The Other Side, No. II, or “The Right Side” Shown To Be The Wrong One (1850)
By A Member of the Newark Presbytery
One intriguing aspect of this pamphlet is its authorship. The writer—“A Member of the Newark Presbytery”—begins by excoriating a critic of his earlier work for using a pseudonym, writing:
A pamphlet entitled “The Right Side,” being a brief review of “The Other Side,” has been discovered in secret circulation in Newark….Written by nobody knows whom, and printed nobody knows where; at one time we hear that a D.D. of Elizabethtown is the author; at another, an M.D. of Newark; but the professions have little occasion to dispute about the honor of the production, be it joint or single. It will add nothing to any man’s reputation, except to make a bad one worse.
However, not until this work’s postscript is its authorship claimed:
P.S. “The Other Side No. I” having been denounced as libelous, and an attempt made to suppress it as such, and to lay the blame on “two or three” other members of the Newark Presbytery, who were entirely innocent in the matter; for this, and for no other reason, we at once, and unhesitatingly, acknowledged the authorship, and sole responsibility of publication, in a public card. And we now do the same in reference to “The Other Side, No. II.” GEORGE DUFFIELD, Jr.

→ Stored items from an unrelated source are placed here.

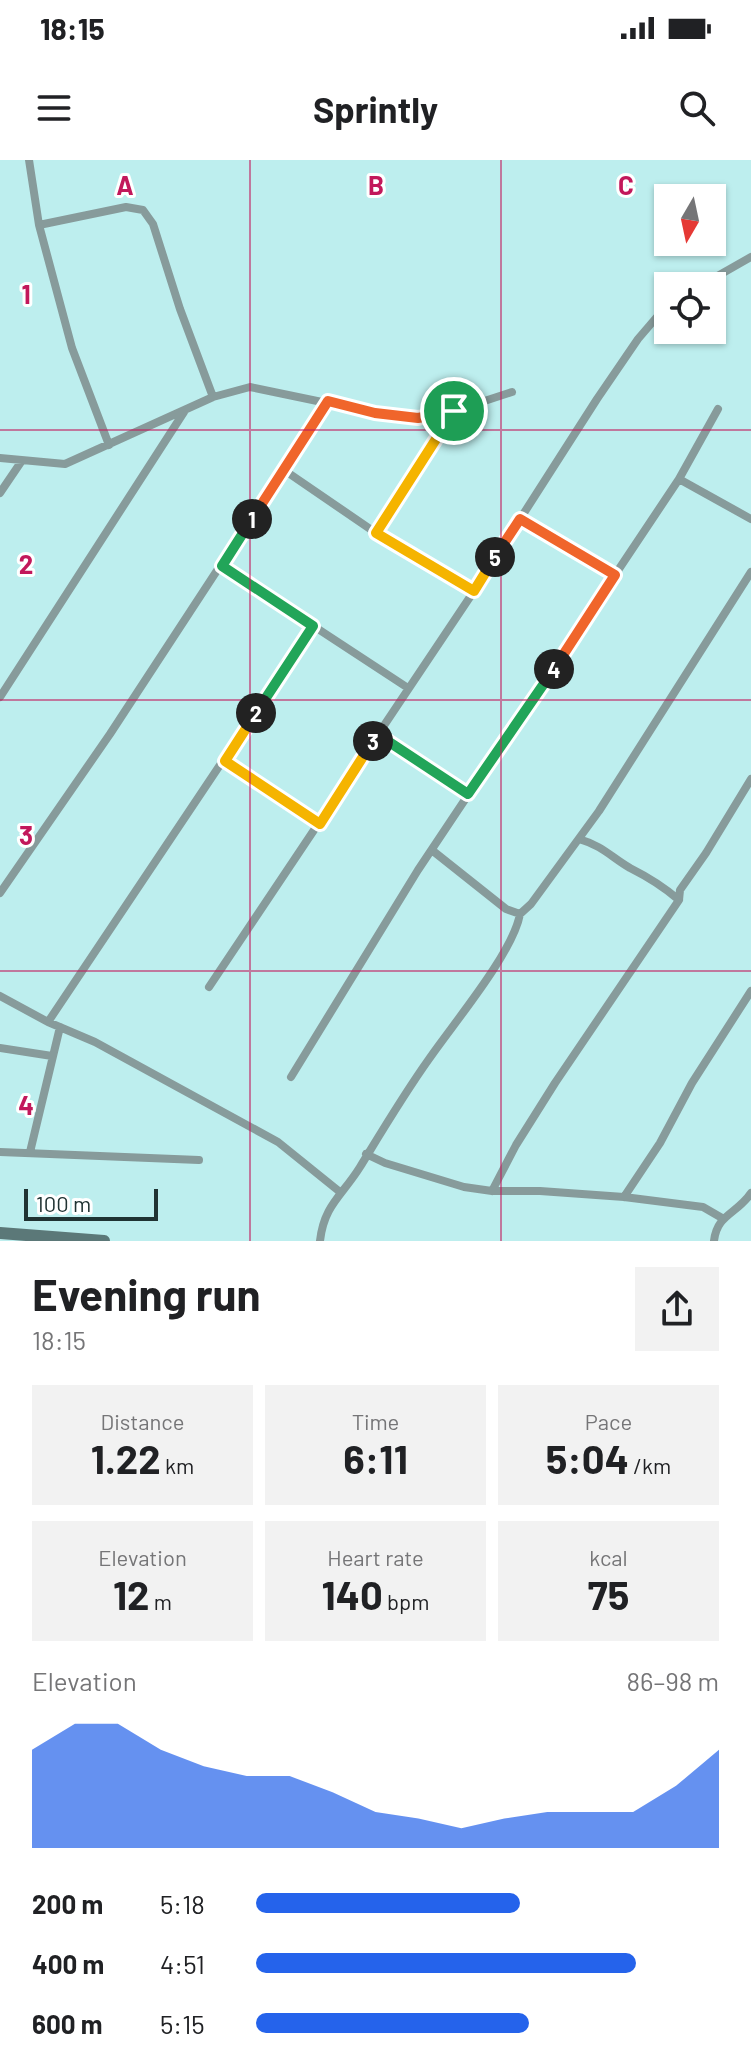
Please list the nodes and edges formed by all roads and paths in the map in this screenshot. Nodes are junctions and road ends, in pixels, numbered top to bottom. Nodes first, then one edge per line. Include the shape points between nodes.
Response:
1 (29, 160) edge
2 (39, 225) junction
3 (751, 257) edge
4 (725, 272) edge
5 (654, 319) edge
6 (512, 392) dead end
7 (213, 397) junction
8 (328, 401) junction
9 (718, 409) dead end
10 (454, 411) junction
11 (184, 412) junction
12 (109, 445) junction
13 (0, 458) edge
14 (21, 462) junction
15 (284, 470) junction
16 (679, 479) junction
17 (0, 493) edge
18 (520, 519) junction
19 (751, 519) edge
20 (376, 533) junction
21 (222, 566) junction
22 (751, 572) edge
23 (615, 575) junction
24 (474, 591) junction
25 (313, 626) junction
26 (408, 688) junction
27 (0, 697) edge
28 (377, 734) junction
29 (225, 761) junction
30 (751, 779) edge
31 (468, 794) junction
32 (320, 824) junction
33 (579, 839) junction
34 (433, 851) junction
35 (0, 893) edge
36 (679, 900) junction
37 (520, 914) junction
38 (209, 987) dead end
39 (751, 991) edge
40 (0, 996) edge
41 (48, 1022) junction
42 (60, 1027) junction
43 (0, 1048) edge
44 (52, 1056) junction
45 (291, 1077) dead end
46 (0, 1152) edge
47 (30, 1152) junction
48 (366, 1154) junction
49 (199, 1160) dead end
50 (492, 1191) junction
51 (340, 1192) junction
52 (751, 1193) edge
53 (624, 1197) junction
54 (722, 1218) junction
55 (0, 1233) edge
56 (104, 1241) edge
57 (320, 1241) edge
58 (714, 1241) edge

1 - 2 street
2 - 7 street via 126,207 143,210 153,224
2 - 12 street via 72,348
3 - 4 street
5 - 18 street
6 - 10 street
7 - 8 street via 250,387
7 - 11 street
8 - 10 street via 418,418
8 - 15 street
9 - 16 street
10 - 20 street
11 - 12 street
11 - 27 street
12 - 14 street via 65,464
13 - 14 street
14 - 17 street
15 - 20 street
15 - 21 street
16 - 19 street
16 - 23 street
18 - 23 street
18 - 24 street
20 - 24 street
21 - 25 street
21 - 35 street
22 - 33 street
23 - 31 street
24 - 26 street
25 - 26 street
25 - 29 street
26 - 28 street
28 - 31 street
28 - 32 street
29 - 32 street
29 - 41 street
30 - 36 street via 680,890
31 - 34 street
32 - 38 street
33 - 36 street via 609,851
33 - 37 street
34 - 37 street via 506,909
34 - 45 street
36 - 50 street via 547,1096
37 - 48 street via 507,946
39 - 53 street
40 - 41 street
41 - 42 street
42 - 44 street
42 - 51 street via 278,1142
43 - 44 street
44 - 47 street
46 - 47 street
47 - 49 street
48 - 50 street via 464,1187
48 - 51 street
50 - 53 street
51 - 57 street via 328,1208
52 - 54 street
53 - 54 street via 703,1207
54 - 58 street
55 - 56 street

Duffield was engaged in an ongoing debate that in 1837 had lead to a schism in the Presbyterian Church. Known as the Old School-New School Controversy, this schism was also the subject of the following pamphlet, published about 15 years later.
A Sermon on the Doctrinal Differences in the “Old” and “New School” Parties in the Presbyterian Church (1853)
By Frederick Thomas Brown
Frederick Thomas Brown supported the “Old School,” differing with George Duffield, who he describes here as “one of the mighty men in the New School ranks.” Beginning by quoting Duffield, Brown explains what he considers to be an irreconcilable doctrinal problem for the “New School,” namely, their disbelief in original sin.

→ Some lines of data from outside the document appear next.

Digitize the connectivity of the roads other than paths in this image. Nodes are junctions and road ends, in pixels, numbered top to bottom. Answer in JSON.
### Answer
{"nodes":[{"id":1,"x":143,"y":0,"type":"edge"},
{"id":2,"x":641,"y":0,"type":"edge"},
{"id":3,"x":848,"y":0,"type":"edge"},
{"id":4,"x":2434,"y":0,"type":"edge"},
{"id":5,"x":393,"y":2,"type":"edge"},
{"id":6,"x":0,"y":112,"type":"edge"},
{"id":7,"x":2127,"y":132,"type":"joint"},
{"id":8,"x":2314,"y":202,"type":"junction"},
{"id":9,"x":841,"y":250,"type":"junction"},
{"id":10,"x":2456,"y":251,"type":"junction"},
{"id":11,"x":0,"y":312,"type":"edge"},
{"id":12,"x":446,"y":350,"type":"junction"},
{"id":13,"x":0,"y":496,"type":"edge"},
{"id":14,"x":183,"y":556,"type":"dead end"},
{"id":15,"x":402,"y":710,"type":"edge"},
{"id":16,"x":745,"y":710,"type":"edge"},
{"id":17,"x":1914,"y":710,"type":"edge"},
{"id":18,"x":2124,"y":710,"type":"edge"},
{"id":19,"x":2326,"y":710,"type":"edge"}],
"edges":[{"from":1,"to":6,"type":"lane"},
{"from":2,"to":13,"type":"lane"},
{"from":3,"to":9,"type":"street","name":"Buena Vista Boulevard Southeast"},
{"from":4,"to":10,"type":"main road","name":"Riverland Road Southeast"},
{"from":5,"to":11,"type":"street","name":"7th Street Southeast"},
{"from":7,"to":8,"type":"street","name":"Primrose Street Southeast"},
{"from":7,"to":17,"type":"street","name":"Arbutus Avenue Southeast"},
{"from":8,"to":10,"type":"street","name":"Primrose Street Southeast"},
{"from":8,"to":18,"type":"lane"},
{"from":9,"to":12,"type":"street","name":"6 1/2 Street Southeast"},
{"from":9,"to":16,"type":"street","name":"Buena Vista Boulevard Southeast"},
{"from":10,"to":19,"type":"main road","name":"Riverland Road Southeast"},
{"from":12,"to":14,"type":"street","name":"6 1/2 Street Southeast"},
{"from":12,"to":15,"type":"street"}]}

…“The infant has not yet actually become a moral agent, and, consequently, possesses no moral character. It has not risen above the level of a mere animal.” So Dr. Duffield wrote…that the infant is born, not only sinless, but without any character whatever, and with a heart like a white sheet of paper, on which a moral nature is yet to be written. If this be so, then infants to not need regeneration,—so Dr. Duffield avows—do not need atonement of Christ, and those dying in infancy have no interest in Christ as the Savior of sinners, and no interest in the regenerating, sanctifying Holy Ghost. From such a doom may God save every child of mine! and of yours! that he may be pleased to take from us in their infancy. Thus you see another New School dogma—growing out of the previous dogma—is, to deny the doctrine of Original Sin. And if these doctrines be rejected, who shall tell us why, in the government of a merciful, just God, sinless infants suffer? and why they die?

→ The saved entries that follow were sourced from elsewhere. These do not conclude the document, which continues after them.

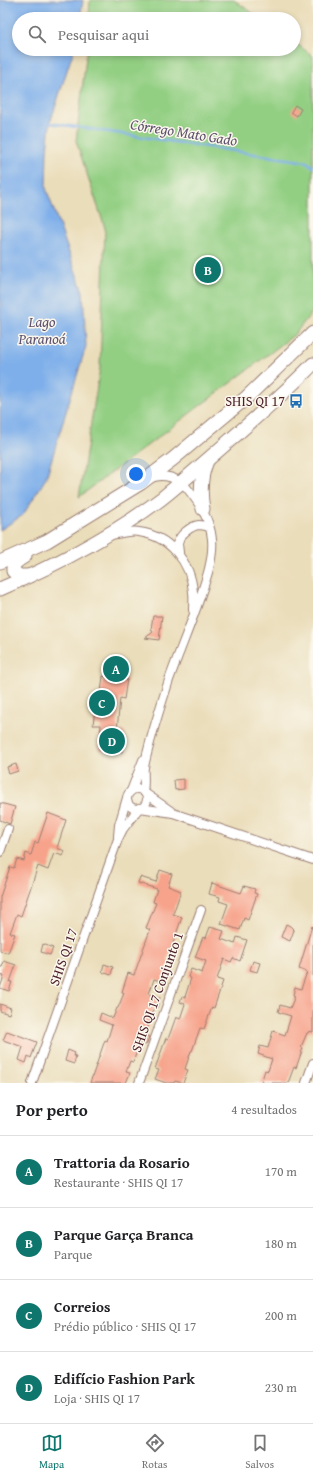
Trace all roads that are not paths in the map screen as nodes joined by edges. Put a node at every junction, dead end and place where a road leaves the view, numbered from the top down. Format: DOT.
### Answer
graph roads {
  1 [pos="313,333"];
  2 [pos="313,364"];
  3 [pos="264,382"];
  4 [pos="247,397"];
  5 [pos="278,398"];
  6 [pos="259,415"];
  7 [pos="207,461"];
  8 [pos="142,482"];
  9 [pos="182,482"];
  10 [pos="203,509"];
  11 [pos="209,527"];
  12 [pos="104,536"];
  13 [pos="47,541"];
  14 [pos="179,553"];
  15 [pos="0,562"];
  16 [pos="30,576"];
  17 [pos="0,589"];
  18 [pos="192,618"];
  19 [pos="149,747"];
  20 [pos="144,792"];
  21 [pos="129,795"];
  22 [pos="140,808"];
  23 [pos="173,812"];
  24 [pos="8,829"];
  25 [pos="118,839"];
  26 [pos="0,852"];
  27 [pos="313,860"];
  28 [pos="200,910"];
  29 [pos="313,1063"];
  30 [pos="32,1083"];
  31 [pos="139,1083"];
  32 [pos="306,1083"];
  1 -- 3 [label="main road"];
  2 -- 5 [label="main road"];
  3 -- 4 [label="main road"];
  3 -- 5 [label="main road"];
  4 -- 6 [label="main road"];
  4 -- 8 [label="main road"];
  5 -- 6 [label="main road"];
  6 -- 7 [label="main road"];
  7 -- 9 [label="main road"];
  7 -- 10 [label="main road"];
  8 -- 9 [label="street"];
  8 -- 13 [label="main road"];
  9 -- 10 [label="street, SHIS QI 17"];
  9 -- 12 [label="main road"];
  10 -- 11 [label="street, SHIS QI 17"];
  11 -- 14 [label="street"];
  11 -- 18 [label="street, SHIS QI 17"];
  12 -- 14 [label="street, SHIS QI 17"];
  12 -- 16 [label="main road"];
  13 -- 15 [label="main road"];
  13 -- 16 [label="main road"];
  14 -- 18 [label="street, SHIS QI 17"];
  16 -- 17 [label="main road"];
  18 -- 19 [label="street, SHIS QI 17"];
  19 -- 20 [label="street, SHIS QI 17"];
  19 -- 21 [label="street, SHIS QI 17"];
  20 -- 21 [label="street"];
  20 -- 22 [label="street"];
  20 -- 23 [label="street"];
  21 -- 22 [label="street"];
  21 -- 25 [label="street, SHIS QI 17"];
  22 -- 23 [label="street"];
  22 -- 25 [label="street, SHIS QI 17"];
  23 -- 27 [label="street"];
  24 -- 26 [label="street"];
  25 -- 30 [label="street, SHIS QI 17"];
  28 -- 31 [label="street, SHIS QI 17 Conjunto 1"];
  29 -- 32 [label="street"];
}
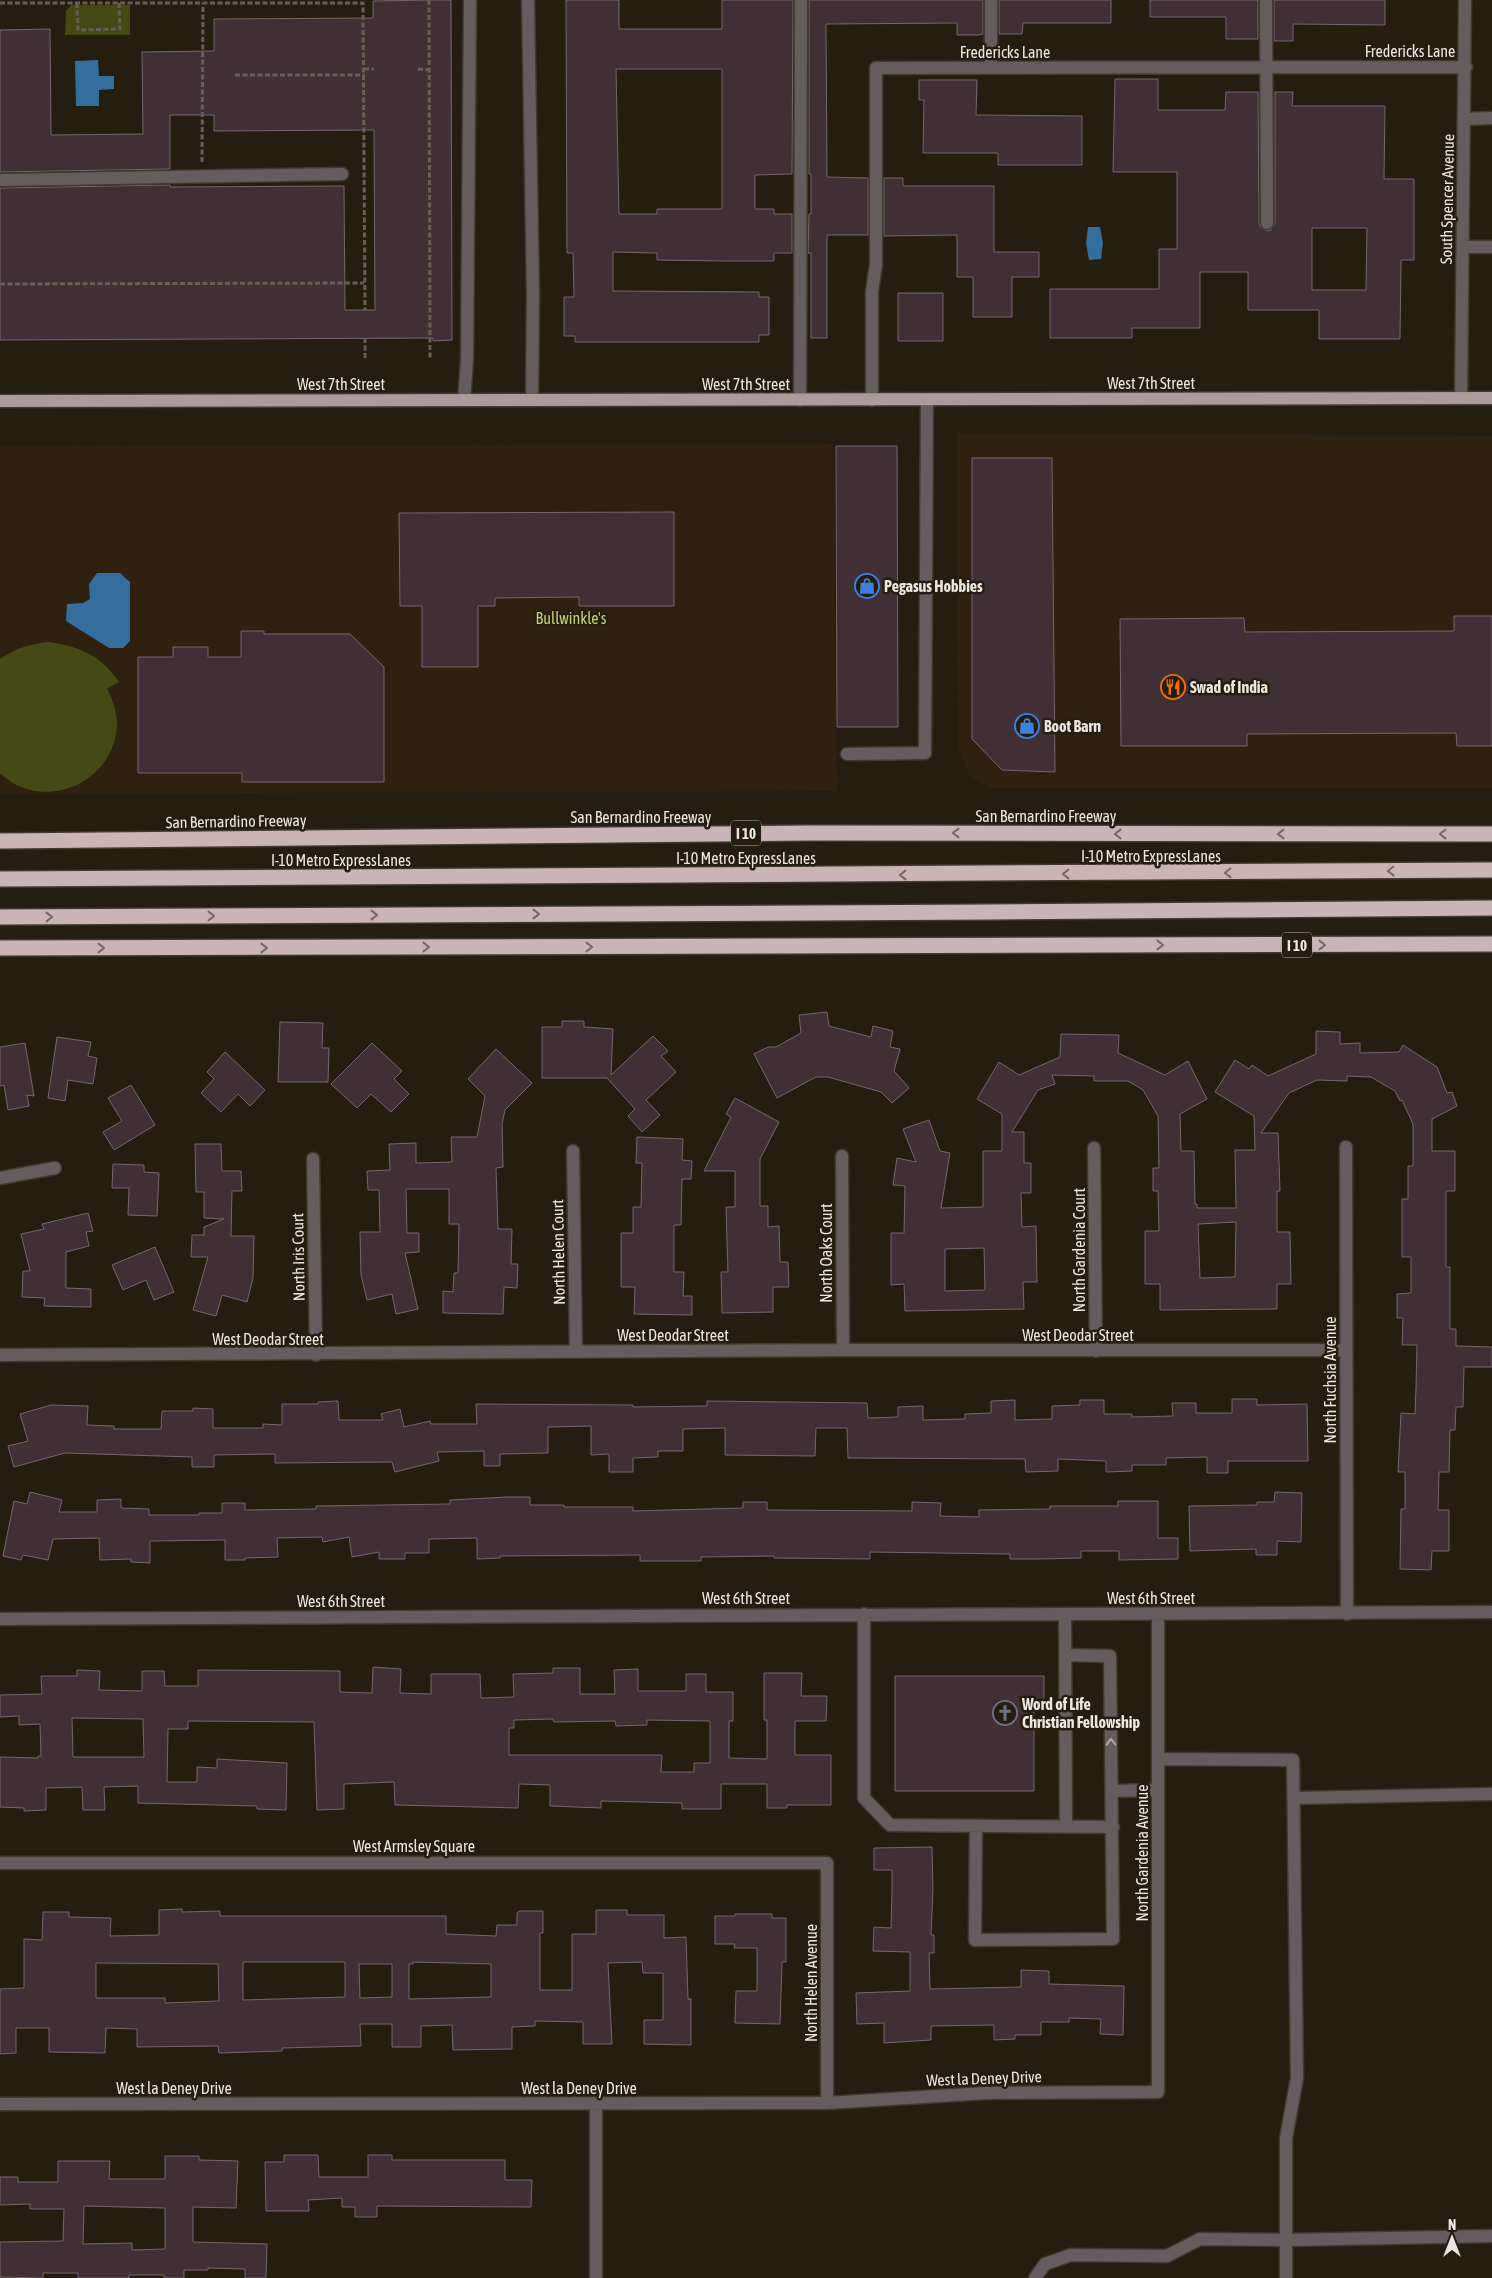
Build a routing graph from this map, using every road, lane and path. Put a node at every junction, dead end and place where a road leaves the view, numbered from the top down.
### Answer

Mormonism Considered, Being “Thoughts Suggested By a Study of Mormonism” (1897)
By A. Theodore Schroeder
Theodore Schroeder was an American author and firm supporter of freedom of expression. In 1900, Schroeder took part in the formation of the Free Speech League, a precursor of the American Civil Liberties Union. Although he largely focuses on criticizing Mormonism in this pamphlet, he concludes with remarks on free thought in general:
If there is a God who endowed us with intellect, he certainly will never punish us for honestly doubting the infallibility of what seems to us absurd.The mere fact that the Bible says that young men shall dream dreams, and old men see visions, does not make these hallucinations an infallible guide in life.The moment we admit that any book or man expresses the will of an infallible God, we become intellectual serfs….
By clearing away the supernatural rubbish heap which now rests upon many an uncultivated mind, we are only doing what is necessary to prepare a fertile intellect for the proper cultivation of intellectual fruit.